→ **What needs to be done**
Find the line with "index mcp: (899, 748)" and the line with "middle pip: (952, 778)" in the entries below; output exactly those two lines, every line between them, and no others.

→ **Entries taken from a collection**

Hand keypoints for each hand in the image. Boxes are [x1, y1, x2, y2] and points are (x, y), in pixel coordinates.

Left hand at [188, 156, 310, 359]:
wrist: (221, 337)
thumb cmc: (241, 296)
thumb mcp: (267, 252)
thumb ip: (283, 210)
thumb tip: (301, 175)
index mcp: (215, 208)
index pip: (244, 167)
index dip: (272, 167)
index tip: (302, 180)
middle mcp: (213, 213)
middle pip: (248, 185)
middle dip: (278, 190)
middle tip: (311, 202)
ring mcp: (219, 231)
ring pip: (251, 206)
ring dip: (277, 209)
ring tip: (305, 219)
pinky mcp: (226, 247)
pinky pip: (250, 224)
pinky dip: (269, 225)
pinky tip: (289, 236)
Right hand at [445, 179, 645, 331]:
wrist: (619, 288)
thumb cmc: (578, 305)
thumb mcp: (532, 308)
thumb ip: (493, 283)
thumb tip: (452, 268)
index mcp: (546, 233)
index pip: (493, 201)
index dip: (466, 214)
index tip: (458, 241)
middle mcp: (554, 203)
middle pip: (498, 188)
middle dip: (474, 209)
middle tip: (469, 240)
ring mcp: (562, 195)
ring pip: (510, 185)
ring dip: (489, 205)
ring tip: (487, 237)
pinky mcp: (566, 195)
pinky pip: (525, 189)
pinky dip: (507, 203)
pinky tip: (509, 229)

* * *

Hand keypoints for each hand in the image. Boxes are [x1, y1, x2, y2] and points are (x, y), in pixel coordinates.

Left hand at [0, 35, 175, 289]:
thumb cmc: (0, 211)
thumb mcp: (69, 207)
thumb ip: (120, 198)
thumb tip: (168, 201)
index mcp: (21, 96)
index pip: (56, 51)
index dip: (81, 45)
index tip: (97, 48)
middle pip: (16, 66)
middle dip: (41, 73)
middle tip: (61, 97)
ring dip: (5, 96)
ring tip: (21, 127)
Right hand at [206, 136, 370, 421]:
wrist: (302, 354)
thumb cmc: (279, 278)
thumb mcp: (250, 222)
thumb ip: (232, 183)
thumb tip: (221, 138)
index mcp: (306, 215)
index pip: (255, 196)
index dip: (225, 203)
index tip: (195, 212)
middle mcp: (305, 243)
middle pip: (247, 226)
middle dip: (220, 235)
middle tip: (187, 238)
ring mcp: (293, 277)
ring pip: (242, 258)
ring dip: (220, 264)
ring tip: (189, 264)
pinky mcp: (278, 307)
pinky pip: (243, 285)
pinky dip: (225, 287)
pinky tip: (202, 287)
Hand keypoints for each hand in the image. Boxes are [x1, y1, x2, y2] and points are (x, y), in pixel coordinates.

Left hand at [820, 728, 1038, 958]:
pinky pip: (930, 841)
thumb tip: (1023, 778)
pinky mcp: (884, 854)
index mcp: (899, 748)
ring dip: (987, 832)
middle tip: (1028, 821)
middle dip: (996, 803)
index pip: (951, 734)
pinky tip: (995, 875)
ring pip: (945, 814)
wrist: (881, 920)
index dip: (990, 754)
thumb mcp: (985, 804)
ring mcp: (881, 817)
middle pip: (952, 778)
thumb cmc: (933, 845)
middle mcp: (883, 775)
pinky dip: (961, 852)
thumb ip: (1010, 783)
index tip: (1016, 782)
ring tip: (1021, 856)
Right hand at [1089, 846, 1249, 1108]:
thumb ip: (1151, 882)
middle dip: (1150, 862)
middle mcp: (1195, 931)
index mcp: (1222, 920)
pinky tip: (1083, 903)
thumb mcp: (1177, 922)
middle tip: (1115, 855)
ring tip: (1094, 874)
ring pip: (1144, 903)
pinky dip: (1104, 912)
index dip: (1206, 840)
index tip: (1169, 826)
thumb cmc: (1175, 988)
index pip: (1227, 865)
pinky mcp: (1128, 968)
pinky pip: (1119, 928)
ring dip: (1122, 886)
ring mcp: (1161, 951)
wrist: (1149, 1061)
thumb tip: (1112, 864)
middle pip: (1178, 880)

→ **Expected answer**
index mcp: (899, 748)
ring dip: (987, 832)
middle tip: (1028, 821)
middle dip: (996, 803)
index pip: (951, 734)
pinky tip: (995, 875)
ring pip: (945, 814)
wrist: (881, 920)
index dip: (990, 754)
thumb mcp: (985, 804)
ring mcp: (881, 817)
middle pip: (952, 778)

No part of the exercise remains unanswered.